● Data in this exercise
· · · · ·

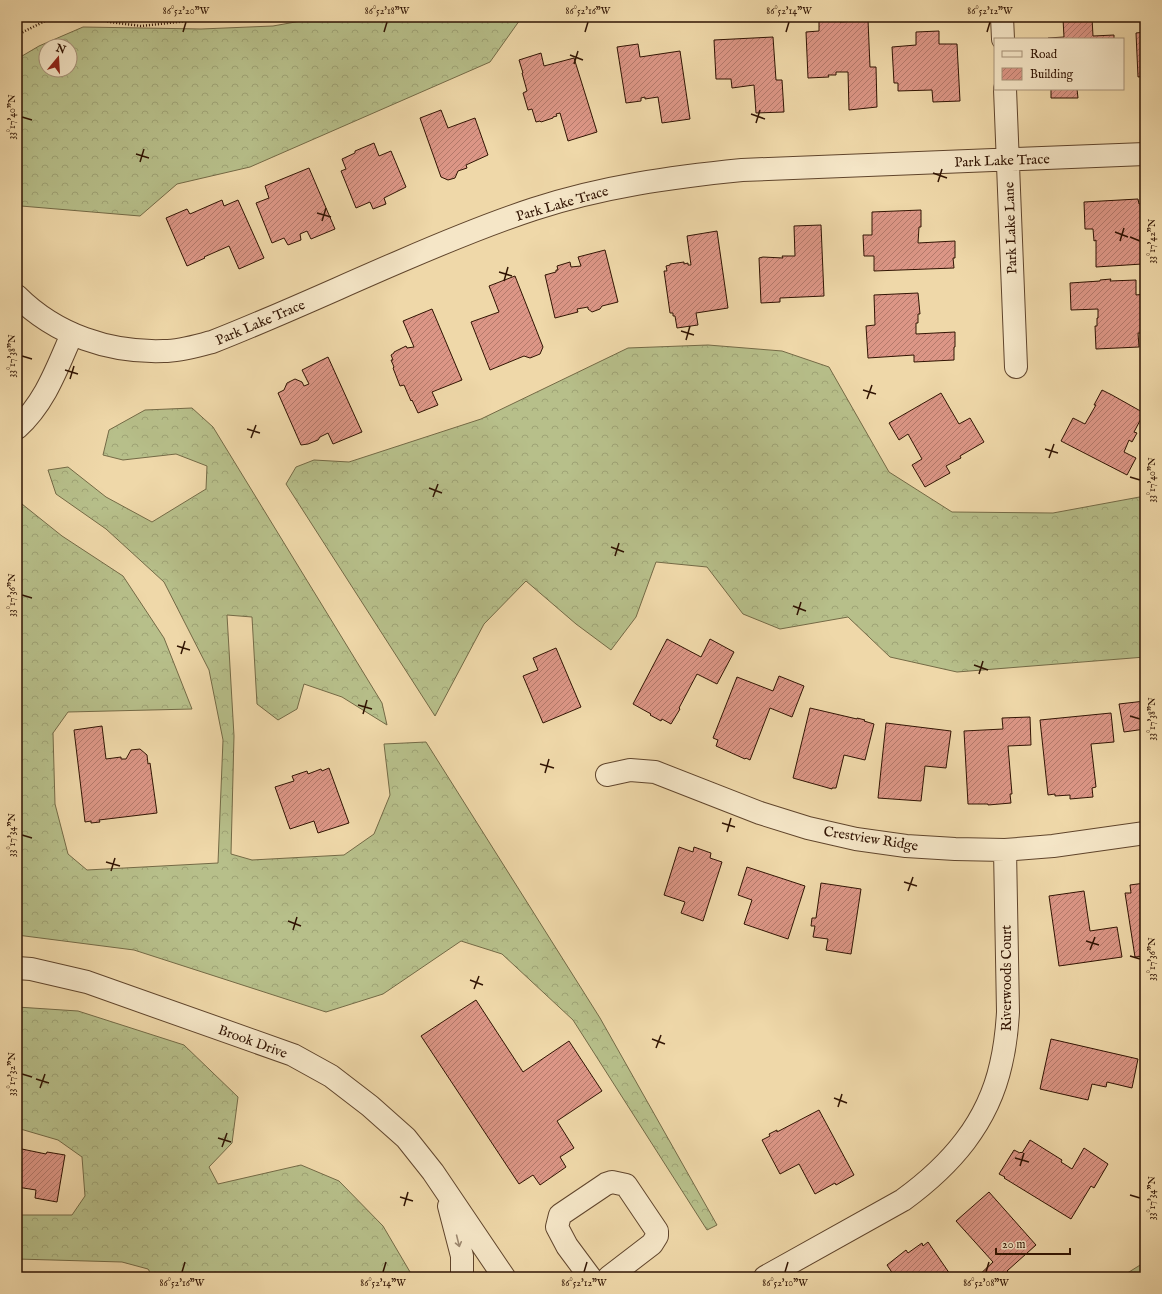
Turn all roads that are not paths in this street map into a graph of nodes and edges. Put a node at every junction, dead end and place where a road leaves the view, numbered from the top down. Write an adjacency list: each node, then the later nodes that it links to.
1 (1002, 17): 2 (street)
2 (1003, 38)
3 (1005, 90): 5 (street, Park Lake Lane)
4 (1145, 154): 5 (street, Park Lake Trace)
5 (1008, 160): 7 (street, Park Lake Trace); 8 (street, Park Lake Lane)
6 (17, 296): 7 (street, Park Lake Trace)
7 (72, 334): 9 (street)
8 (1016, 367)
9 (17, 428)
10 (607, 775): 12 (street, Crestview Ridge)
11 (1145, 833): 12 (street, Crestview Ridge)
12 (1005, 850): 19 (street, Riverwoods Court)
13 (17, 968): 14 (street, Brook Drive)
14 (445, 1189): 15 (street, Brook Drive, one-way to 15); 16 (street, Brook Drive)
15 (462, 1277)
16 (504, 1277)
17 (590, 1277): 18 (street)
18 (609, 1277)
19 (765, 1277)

· · · · ·

● Instructions to follow
Output every record above word for word, omitting any pictures they contain.

● Result of the exercise
Turn all roads that are not paths in this street map into a graph of nodes and edges. Put a node at every junction, dead end and place where a road leaves the view, numbered from the top down. Write an adjacency list: each node, then the later nodes that it links to.
1 (1002, 17): 2 (street)
2 (1003, 38)
3 (1005, 90): 5 (street, Park Lake Lane)
4 (1145, 154): 5 (street, Park Lake Trace)
5 (1008, 160): 7 (street, Park Lake Trace); 8 (street, Park Lake Lane)
6 (17, 296): 7 (street, Park Lake Trace)
7 (72, 334): 9 (street)
8 (1016, 367)
9 (17, 428)
10 (607, 775): 12 (street, Crestview Ridge)
11 (1145, 833): 12 (street, Crestview Ridge)
12 (1005, 850): 19 (street, Riverwoods Court)
13 (17, 968): 14 (street, Brook Drive)
14 (445, 1189): 15 (street, Brook Drive, one-way to 15); 16 (street, Brook Drive)
15 (462, 1277)
16 (504, 1277)
17 (590, 1277): 18 (street)
18 (609, 1277)
19 (765, 1277)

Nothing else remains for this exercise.